___ Recorded data ___

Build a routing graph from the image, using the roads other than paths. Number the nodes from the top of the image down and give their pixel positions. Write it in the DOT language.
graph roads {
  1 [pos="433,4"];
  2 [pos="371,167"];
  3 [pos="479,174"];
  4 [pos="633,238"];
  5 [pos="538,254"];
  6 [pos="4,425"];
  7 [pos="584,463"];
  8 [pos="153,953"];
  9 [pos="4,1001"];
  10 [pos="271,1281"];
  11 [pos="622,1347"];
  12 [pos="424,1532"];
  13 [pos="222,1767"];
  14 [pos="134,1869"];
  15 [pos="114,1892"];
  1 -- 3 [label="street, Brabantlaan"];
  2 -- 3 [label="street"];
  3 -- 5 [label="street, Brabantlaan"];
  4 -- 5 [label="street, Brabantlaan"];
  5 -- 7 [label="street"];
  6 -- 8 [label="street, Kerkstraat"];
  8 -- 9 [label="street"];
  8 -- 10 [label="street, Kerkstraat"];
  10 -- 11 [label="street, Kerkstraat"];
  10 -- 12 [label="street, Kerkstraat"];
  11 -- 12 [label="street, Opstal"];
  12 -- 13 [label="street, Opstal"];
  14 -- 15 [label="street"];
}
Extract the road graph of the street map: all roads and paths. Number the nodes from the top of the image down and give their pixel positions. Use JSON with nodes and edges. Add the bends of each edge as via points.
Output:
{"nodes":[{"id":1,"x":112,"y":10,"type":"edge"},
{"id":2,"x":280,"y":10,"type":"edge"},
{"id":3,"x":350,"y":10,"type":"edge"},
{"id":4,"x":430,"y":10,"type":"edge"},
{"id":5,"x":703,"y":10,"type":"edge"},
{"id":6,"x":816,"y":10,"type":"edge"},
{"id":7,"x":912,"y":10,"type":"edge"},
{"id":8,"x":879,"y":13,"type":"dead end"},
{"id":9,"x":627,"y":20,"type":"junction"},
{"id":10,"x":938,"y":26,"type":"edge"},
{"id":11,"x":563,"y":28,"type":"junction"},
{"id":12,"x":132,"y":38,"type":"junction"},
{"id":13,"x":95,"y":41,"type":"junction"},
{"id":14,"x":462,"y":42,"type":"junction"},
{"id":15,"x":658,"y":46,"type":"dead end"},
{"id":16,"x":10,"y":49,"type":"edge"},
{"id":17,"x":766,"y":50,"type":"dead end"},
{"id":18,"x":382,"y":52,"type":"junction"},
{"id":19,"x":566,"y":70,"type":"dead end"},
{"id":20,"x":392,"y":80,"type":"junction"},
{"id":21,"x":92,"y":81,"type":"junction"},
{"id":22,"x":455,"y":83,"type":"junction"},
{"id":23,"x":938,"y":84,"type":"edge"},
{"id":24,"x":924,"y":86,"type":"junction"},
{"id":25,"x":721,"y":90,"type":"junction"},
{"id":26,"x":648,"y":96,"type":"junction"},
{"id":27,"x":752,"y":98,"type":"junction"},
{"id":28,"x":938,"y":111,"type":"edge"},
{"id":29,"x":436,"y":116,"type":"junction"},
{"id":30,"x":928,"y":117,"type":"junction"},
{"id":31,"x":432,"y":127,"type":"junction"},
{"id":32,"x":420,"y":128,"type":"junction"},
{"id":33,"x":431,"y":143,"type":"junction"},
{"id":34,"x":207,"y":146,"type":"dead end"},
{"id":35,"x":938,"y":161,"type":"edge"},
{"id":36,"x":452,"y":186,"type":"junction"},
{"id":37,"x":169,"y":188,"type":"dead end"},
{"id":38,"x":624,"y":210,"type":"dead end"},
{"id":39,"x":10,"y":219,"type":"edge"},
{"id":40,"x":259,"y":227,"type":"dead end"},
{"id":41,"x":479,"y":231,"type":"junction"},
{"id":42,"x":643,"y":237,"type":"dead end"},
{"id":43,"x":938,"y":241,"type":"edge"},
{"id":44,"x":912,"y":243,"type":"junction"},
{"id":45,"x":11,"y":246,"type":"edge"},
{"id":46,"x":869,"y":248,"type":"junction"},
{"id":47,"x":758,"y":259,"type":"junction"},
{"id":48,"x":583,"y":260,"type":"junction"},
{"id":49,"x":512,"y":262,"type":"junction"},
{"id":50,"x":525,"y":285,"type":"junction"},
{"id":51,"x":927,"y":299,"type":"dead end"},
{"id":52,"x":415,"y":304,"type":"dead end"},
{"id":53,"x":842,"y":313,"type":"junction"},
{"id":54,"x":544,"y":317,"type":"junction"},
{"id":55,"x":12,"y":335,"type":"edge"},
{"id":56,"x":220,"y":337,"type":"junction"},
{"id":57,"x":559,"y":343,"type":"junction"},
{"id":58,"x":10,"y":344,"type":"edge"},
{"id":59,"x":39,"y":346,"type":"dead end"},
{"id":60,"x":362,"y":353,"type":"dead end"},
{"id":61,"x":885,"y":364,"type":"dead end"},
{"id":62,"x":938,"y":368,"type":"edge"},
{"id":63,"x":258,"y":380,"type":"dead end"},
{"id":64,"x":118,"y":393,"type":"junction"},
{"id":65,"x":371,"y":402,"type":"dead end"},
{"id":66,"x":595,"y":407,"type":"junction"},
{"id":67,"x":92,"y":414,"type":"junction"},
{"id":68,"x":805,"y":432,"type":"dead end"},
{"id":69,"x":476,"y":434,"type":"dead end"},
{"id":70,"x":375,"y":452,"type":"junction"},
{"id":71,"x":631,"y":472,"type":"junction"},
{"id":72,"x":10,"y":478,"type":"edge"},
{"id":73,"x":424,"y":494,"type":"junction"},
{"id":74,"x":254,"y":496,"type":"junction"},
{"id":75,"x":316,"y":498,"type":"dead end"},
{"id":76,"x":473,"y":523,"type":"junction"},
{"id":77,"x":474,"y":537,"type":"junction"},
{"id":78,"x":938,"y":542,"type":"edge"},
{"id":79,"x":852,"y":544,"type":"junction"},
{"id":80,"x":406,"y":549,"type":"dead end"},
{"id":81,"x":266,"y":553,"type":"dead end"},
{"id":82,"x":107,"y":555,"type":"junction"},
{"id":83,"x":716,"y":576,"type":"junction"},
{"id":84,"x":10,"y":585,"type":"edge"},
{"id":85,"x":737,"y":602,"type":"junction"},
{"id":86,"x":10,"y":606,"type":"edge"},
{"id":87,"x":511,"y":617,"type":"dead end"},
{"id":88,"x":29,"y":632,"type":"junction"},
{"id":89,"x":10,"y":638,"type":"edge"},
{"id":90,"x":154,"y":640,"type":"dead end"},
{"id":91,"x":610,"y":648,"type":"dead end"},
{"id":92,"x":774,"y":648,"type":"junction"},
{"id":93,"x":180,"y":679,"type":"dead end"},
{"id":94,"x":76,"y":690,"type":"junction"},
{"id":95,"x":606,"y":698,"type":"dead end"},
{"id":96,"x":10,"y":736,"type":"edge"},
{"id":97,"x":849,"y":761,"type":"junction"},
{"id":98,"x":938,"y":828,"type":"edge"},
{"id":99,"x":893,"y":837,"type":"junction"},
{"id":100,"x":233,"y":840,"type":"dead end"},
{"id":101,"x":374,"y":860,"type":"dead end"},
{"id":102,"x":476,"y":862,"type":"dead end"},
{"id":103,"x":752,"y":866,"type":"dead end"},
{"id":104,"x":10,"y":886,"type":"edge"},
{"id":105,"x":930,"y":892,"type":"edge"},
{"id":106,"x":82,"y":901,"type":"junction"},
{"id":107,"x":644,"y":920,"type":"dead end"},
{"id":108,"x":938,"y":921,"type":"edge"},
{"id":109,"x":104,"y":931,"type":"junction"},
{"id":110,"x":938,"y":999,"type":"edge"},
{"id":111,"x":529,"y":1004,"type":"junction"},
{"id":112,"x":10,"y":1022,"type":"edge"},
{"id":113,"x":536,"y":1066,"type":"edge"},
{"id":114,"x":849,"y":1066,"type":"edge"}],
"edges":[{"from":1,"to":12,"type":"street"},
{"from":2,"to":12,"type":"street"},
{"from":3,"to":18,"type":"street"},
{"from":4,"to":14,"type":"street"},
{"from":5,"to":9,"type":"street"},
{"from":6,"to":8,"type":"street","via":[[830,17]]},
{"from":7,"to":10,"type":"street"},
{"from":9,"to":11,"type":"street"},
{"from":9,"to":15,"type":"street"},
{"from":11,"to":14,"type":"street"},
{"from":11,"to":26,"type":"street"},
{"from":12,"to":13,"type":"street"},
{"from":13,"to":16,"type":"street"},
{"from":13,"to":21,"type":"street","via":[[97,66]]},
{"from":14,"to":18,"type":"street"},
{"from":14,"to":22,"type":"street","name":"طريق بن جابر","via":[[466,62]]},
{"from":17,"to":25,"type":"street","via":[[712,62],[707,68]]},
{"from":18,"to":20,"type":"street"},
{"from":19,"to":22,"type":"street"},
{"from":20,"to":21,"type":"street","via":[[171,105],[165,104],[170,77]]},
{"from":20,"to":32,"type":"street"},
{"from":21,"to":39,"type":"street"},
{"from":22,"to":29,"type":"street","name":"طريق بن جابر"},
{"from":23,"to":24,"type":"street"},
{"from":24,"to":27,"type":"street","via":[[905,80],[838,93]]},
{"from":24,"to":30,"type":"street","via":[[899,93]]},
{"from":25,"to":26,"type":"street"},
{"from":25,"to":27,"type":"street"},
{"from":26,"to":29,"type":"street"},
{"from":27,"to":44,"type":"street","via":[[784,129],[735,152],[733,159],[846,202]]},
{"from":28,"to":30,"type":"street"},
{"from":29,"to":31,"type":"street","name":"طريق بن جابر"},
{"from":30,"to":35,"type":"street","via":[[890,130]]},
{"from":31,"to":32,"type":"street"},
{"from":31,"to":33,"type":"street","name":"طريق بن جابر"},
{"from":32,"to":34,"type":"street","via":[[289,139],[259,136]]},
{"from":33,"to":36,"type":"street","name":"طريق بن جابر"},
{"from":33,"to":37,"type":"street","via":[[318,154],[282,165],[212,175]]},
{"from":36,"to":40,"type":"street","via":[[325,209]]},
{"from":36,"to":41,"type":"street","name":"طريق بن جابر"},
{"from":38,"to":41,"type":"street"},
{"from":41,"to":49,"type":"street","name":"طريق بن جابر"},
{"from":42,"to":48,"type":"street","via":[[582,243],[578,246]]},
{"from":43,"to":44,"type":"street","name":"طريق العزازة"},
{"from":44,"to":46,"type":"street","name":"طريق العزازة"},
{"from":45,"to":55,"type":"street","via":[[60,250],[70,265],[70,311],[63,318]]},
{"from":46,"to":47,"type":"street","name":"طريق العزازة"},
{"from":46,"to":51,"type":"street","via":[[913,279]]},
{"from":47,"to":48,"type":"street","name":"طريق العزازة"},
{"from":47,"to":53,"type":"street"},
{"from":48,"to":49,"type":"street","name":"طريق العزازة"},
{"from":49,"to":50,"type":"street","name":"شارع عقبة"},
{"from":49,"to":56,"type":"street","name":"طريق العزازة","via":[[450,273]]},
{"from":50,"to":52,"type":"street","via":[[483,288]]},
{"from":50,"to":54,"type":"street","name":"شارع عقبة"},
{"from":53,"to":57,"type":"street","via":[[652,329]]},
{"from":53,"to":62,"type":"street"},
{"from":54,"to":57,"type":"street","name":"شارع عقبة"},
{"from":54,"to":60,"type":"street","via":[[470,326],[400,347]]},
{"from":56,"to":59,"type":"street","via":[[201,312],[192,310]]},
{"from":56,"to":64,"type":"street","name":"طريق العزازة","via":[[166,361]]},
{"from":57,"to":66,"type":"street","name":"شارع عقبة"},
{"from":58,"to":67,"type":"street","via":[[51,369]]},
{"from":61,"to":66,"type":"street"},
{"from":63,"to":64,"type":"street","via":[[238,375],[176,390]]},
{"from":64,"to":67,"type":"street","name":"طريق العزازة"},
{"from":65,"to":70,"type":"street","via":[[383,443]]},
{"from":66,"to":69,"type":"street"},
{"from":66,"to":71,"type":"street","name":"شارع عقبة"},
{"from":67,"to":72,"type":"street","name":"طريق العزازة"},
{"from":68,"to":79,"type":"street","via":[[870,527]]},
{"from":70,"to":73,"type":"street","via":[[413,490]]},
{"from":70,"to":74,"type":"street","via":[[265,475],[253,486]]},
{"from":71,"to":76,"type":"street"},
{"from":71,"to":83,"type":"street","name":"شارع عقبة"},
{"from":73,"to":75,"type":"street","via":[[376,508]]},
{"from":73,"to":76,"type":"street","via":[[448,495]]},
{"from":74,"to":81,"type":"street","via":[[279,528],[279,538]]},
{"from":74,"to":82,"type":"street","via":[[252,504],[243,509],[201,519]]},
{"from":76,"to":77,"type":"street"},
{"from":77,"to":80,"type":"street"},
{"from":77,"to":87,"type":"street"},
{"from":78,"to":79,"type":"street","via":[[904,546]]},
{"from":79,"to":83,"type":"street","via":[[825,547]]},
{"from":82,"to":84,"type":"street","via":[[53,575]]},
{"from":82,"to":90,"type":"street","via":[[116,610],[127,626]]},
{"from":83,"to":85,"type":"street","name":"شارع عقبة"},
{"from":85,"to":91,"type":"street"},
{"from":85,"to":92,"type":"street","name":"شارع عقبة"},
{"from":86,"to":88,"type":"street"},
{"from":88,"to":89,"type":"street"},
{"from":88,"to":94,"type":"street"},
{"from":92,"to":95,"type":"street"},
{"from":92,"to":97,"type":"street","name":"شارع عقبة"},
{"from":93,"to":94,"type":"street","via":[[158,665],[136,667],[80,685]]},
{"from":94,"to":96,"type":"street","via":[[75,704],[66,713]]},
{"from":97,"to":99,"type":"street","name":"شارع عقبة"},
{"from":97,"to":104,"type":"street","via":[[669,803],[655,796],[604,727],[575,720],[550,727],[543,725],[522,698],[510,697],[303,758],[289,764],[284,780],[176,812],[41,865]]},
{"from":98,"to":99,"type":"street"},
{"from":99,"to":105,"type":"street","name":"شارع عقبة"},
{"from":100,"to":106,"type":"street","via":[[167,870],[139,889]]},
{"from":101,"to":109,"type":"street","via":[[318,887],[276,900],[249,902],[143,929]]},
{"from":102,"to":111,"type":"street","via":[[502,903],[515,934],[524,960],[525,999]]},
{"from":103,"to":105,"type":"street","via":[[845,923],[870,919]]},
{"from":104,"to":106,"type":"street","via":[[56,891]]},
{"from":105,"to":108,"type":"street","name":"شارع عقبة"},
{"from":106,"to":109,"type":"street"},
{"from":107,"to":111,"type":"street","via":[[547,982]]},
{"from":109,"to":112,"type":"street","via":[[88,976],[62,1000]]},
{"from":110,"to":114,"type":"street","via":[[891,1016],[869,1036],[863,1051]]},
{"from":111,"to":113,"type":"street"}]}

___

Output, exactly and in full, the lines from the start of the entries above through the line that contains "Extract the road".

**Written response:**
Build a routing graph from the image, using the roads other than paths. Number the nodes from the top of the image down and give their pixel positions. Write it in the DOT language.
graph roads {
  1 [pos="433,4"];
  2 [pos="371,167"];
  3 [pos="479,174"];
  4 [pos="633,238"];
  5 [pos="538,254"];
  6 [pos="4,425"];
  7 [pos="584,463"];
  8 [pos="153,953"];
  9 [pos="4,1001"];
  10 [pos="271,1281"];
  11 [pos="622,1347"];
  12 [pos="424,1532"];
  13 [pos="222,1767"];
  14 [pos="134,1869"];
  15 [pos="114,1892"];
  1 -- 3 [label="street, Brabantlaan"];
  2 -- 3 [label="street"];
  3 -- 5 [label="street, Brabantlaan"];
  4 -- 5 [label="street, Brabantlaan"];
  5 -- 7 [label="street"];
  6 -- 8 [label="street, Kerkstraat"];
  8 -- 9 [label="street"];
  8 -- 10 [label="street, Kerkstraat"];
  10 -- 11 [label="street, Kerkstraat"];
  10 -- 12 [label="street, Kerkstraat"];
  11 -- 12 [label="street, Opstal"];
  12 -- 13 [label="street, Opstal"];
  14 -- 15 [label="street"];
}
Extract the road graph of the street map: all roads and paths. Number the nodes from the top of the image down and give their pixel positions. Use JSON with nodes and edges. Add the bends of each edge as via points.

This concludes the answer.